On another occasion he was compelled to scrub clean the Dartmouth footpath on which I had drawn the great bloody head of Louis XVI. My father said he didn't mind the scrubbing, it being a pleasure to make any tyrant vanish from the earth. It was suggested we might leave the town. There was no work in Dartmouth anyway. But up in Dittisham-Dit'sum as they called it-we found a strangely isolated printery, situated just at the place where the estuary became the River Dart, and there we found members of that better-educated class-I mean printers. There is nothing like them. Having spent all their day with words and proofs, they are monstrously well read and disputatious beasts, always-while setting up the type, tapping in the furniture, rolling out the ink-arguing. If it was not that they spoke varying types of English, you might think yourself in France. It was the drunken height of revolution and all was Girondins or Cordeliers, Hume or Paine.

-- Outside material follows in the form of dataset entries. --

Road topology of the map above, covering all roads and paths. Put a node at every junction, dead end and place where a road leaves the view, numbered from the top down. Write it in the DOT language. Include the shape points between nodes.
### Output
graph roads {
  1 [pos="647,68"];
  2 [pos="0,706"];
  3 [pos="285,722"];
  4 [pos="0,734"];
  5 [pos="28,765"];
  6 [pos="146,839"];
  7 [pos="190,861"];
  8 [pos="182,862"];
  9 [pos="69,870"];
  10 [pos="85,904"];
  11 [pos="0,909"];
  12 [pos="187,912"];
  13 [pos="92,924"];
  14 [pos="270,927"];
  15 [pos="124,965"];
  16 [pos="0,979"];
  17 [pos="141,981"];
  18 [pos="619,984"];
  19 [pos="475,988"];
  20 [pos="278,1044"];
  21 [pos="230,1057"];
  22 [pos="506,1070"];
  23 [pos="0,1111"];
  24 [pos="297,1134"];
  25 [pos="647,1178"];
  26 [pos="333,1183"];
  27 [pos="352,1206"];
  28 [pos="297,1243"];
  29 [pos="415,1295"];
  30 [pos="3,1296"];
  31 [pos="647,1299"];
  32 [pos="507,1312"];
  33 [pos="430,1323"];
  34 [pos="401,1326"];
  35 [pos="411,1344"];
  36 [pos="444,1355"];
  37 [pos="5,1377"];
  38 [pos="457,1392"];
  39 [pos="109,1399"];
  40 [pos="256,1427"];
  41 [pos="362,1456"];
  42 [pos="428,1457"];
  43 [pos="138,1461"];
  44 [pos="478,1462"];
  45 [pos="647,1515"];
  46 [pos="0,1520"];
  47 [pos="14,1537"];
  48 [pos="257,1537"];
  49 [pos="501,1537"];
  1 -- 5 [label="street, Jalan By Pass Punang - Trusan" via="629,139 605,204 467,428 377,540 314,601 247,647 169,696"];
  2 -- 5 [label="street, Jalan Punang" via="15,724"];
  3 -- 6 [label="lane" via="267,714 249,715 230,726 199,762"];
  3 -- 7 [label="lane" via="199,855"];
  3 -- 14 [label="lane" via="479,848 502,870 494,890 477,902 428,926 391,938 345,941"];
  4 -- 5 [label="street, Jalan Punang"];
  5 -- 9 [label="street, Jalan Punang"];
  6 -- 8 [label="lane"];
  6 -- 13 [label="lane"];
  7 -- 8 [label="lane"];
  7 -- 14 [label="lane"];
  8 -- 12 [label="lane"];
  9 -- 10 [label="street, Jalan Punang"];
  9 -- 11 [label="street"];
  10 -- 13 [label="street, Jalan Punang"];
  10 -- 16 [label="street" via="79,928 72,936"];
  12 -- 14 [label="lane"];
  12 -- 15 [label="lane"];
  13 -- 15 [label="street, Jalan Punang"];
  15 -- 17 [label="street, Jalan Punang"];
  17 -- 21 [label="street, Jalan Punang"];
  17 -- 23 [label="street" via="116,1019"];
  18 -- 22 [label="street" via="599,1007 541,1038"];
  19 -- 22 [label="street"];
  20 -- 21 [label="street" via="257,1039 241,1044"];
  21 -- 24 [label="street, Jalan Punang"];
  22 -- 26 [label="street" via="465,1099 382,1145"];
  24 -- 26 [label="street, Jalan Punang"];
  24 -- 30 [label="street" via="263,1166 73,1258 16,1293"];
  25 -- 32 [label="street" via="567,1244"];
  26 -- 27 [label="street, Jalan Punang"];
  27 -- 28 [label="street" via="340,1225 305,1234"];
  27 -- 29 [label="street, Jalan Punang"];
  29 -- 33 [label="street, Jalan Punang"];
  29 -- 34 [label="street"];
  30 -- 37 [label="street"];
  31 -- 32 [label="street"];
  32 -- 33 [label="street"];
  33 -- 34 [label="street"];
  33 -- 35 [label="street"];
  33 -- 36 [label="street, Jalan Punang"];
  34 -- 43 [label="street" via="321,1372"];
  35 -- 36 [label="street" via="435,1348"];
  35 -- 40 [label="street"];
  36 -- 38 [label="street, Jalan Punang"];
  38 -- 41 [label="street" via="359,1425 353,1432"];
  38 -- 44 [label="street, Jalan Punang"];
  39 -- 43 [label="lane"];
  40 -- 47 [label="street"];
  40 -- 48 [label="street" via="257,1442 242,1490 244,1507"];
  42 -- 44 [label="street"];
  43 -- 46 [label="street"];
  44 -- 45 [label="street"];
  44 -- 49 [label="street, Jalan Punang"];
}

The printers at Dit'sum were family-genus-species Textus miraculus. They would shut up only at the long deal table which they shared with their master, Mr. Piggott, and his wife, them both being Catholics of a put-upon variety and very sarcastic about Tom Paine in particular. Mrs. Piggott was a young Frenchwoman easily made tearful by events in her country, which left the men with nothing they could safely say at table-but I am ahead of myself. I did not say our single aim was to find shelter and a decent meal.

We arrived from Dartmouth at dinnertime. My father knocked and hallooed, until we discovered seven full-grown humans, all supping at a table, quiet as Lent.

We finally sat down at the end with big bowls of stew and lumps of rough bread and a cup of rainwater and about twenty cats mewling about our legs. No sooner did my daddy have a mouthful than the master wished to know who he was. He replied he was a press or case man, whatever was needed worst. In fact Piggott required a case man-that is, a compositor-who would lift types for sixpence a thousand, but at first he said nothing of it, for he was staring hard at me. No matter how girlish his wife, Mr. Piggott himself was all of sixty. He was almost bald, with a little lump of a nose.

"The Devil, are you?" he demanded.

"Me, sir?"

"You, lad."

He had a very short neck and colossal shoulders that seemed as wide as the table and when he stood to see me better he began to butt his big head against the ceiling, like a goat.

I would have run but my father clamped my thigh.

I said that I was ten years old and, being too young to be apprenticed, I was accustomed to taking the job of devil.

My father was occupied cleaning the tines of his fork with his shirttail.

Many is the dirty job I did, I told old Piggott. I would rather work than play. I could clean the proofing press, I said. I was a dab hand at dissing which is what they call putting the type back in its right case.